El huiro, une longue algue brune, fait vivre bon nombre de familles chiliennes, comme celle de Rafael Hernandez (photos Anthony Quindroit)
Le Chili est bordé par le Pacifique. Une manne pour le pays : la pêche y est très développée. De nombreux pêcheurs chiliens vivent grâce aux fruits de mers et poissons attrapés quotidiennement et que l’on retrouve sur les étals des marchés et dans les petits restaurants qui bordent l’océan.
Mais il est une autre pêche, moins commune ailleurs, qui fait vivre bon nombre de Chiliens. La pêche aux algues. Portée par l’engouement des pays asiatiques, la chasse au cochayuyo et autres algues marines a explosé.
Rafael Hernandez vit de cette activité. Lui, c’est el huiro qu’il récolte dans une toute petite station balnéaire, à 15 kilomètres au sud de Los Vilos (région de Coquimbo, 22o kilomètres au nord de Santiago), le long de la Panamericano.
Sur son rocher, il suit le mouvement des vagues et lance un fil dans l’océan. Au bout, un petit crochet pour agripper el huiro, une algue brune appelée kelp en France.
Aujourd´hui, la récolte s’annonce bonne. Les vagues sont présentes, les longues algues – elles peuvent atteindre plus de 20 mètres – vont se décoller de la roche et permettre au grappin de les extraire de l’eau.
- ”Je fais ce métier depuis toujours. Mon père le faisait avant moi. Et une nouvelle génération prendra le relais”
Chaque kilo de "huiro" pris à l'océan rapporte 100 pesos. Environ 0,16 euro
Il a 64 ans. Ne sait pas trop lire, pas trop écrire. Sur les rochers, il tire avec peine les précieux kilos extraient du Pacifique, deux ou trois fois par semaine. “Quand la mer est bonne : avec un peu de vagues mais pas trop pour que je puisse accéder à mon coin.” Et si l’océan n’est pas de la partie, il connaît un autre coin à huiro. Et si vraiment ça ne veut pas, alors il se rabat sur la pêche aux fruits de mer.
Mais, bon an mal an, c’est le huiro “qui fait bouillir la marmitte.”
- “Je le vends 100 pesos [0,16 euro, NDLR] le kilo. Avec, je me fais environ 10000 pesos par jour.”
Il s’arrête pour fumer une cigarette. Regarde de loin le rocher depuis lequel il lance son grappin. “Il faut faire attention. Une mauvaise vague et c’est la chute. On peut se faire très mal.” Ses mains et ses jambes le prouvent, personne n’est à l’abri de la glissade, parfois dangereuse. “Certains travaillent de nuit. C’est plus risqué. Je ne fais plus que le jour maintenant.”
Il charge une brouette réalisée par ses soins et parcourt envrion 300 mètres pour étaler sa prise au soleil et la faire sécher. Ici, chaque pêcheur à son coin. On le respecte.Tout est laissé à l’air libre. “Jamais de vol entre nous”, jure le vieux Chilien.

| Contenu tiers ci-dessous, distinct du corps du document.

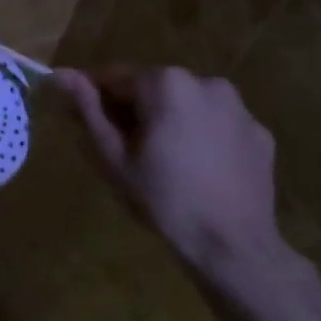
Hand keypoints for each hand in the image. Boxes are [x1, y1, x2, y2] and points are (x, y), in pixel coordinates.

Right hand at [53, 65, 286, 277]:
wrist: (232, 245)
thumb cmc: (162, 199)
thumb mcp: (113, 157)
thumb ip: (87, 111)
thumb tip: (60, 74)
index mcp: (166, 84)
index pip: (116, 78)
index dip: (96, 99)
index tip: (85, 124)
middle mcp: (206, 82)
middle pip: (155, 88)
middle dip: (135, 110)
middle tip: (124, 151)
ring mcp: (239, 108)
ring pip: (188, 105)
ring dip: (170, 121)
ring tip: (163, 162)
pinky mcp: (260, 133)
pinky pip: (218, 125)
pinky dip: (202, 137)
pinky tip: (197, 171)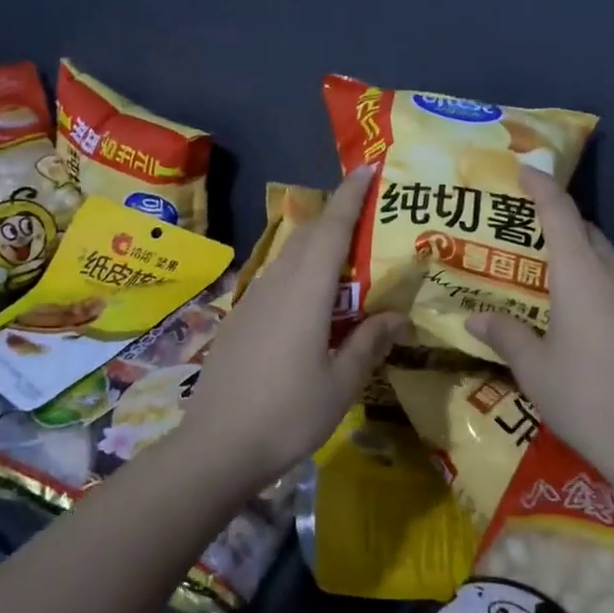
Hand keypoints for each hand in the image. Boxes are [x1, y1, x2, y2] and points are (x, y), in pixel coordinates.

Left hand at [177, 166, 405, 491]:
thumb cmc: (286, 414)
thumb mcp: (340, 384)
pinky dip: (302, 272)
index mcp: (305, 291)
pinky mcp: (241, 318)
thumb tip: (398, 316)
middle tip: (371, 215)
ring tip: (350, 257)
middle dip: (339, 215)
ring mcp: (254, 299)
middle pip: (310, 235)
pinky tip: (315, 301)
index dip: (351, 194)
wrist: (215, 446)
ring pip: (292, 256)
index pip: (332, 227)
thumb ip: (369, 342)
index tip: (368, 166)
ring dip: (320, 246)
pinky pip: (278, 279)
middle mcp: (277, 283)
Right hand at [466, 167, 613, 499]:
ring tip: (549, 277)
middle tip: (525, 233)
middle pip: (586, 232)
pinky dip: (598, 284)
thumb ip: (506, 336)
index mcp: (581, 275)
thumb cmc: (590, 401)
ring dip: (580, 256)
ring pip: (606, 259)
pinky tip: (584, 319)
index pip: (560, 213)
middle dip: (558, 222)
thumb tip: (475, 319)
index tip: (527, 168)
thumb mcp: (537, 371)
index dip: (542, 186)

Quand sa récolte sera prête, Rafael pourra appeler les entreprises qui viennent acheter le huiro des pêcheurs chiliens comme Rafael Hernandez
Dans quelques jours, lui et quelques collègues passeront un coup de fil aux acheteurs. Des grossistes de tout le Chili. “Quand on en a fait sécher assez, ils nous envoient des camions.” Les entreprises prennent aussi le cochayuyo, “mais ‘est moins intéressant : 60 pesos le kilo.” Le nom des entreprises, Rafael Hernandez ne s’en rappelle plus. Mais elles payent.
Car le huiro est prisé. Crèmes, cosmétiques, shampooing, médicaments… L’algue est même ajoutée dans des yaourts. Les pays asiatiques, Japon en tête, adorent. L’Australie aussi porte la demande. Le Chili un peu. “On en a beaucoup, autant s’en servir”, commente le Chilien laconique avant de retourner vers l’océan.

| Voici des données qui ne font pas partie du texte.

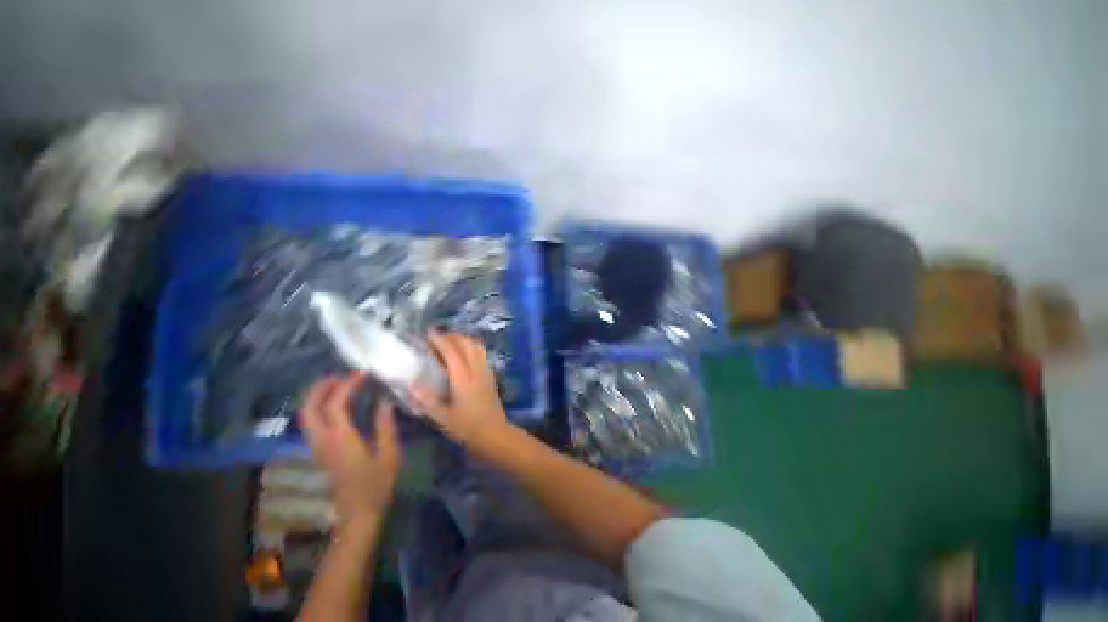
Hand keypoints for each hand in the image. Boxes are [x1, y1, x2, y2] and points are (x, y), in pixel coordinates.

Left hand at [300, 372, 402, 528]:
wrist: (358, 515)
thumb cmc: (377, 485)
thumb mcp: (389, 454)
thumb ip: (386, 426)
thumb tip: (385, 402)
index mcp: (341, 439)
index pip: (335, 405)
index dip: (348, 385)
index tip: (364, 373)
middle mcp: (323, 441)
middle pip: (309, 409)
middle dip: (321, 388)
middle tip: (341, 375)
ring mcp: (318, 448)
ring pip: (306, 417)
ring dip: (317, 397)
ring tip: (337, 385)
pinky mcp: (320, 453)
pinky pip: (312, 424)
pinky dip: (319, 408)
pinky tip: (335, 406)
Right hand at [412, 332, 509, 446]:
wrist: (494, 433)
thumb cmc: (467, 427)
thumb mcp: (443, 418)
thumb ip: (427, 400)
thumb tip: (412, 384)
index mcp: (463, 378)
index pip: (452, 351)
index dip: (440, 340)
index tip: (428, 333)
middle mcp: (476, 369)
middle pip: (466, 343)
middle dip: (451, 336)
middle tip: (436, 337)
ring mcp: (486, 370)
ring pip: (476, 345)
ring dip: (462, 339)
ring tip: (449, 342)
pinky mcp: (490, 374)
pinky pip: (481, 352)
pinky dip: (471, 346)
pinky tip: (462, 354)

Beaucoup, mais la demande est forte. Et la récolte des algues se professionnalise, s’industrialise. Les forêts sous-marines sont peu à peu ravagées, remettant en cause l’écosystème marin. Rafael est loin de tout ça. Avec son petit grappin et sa brouette branlante, il songe juste à remplir les assiettes de sa famille. “Moi, ça me fait bouillir la marmite”, répète-t-il.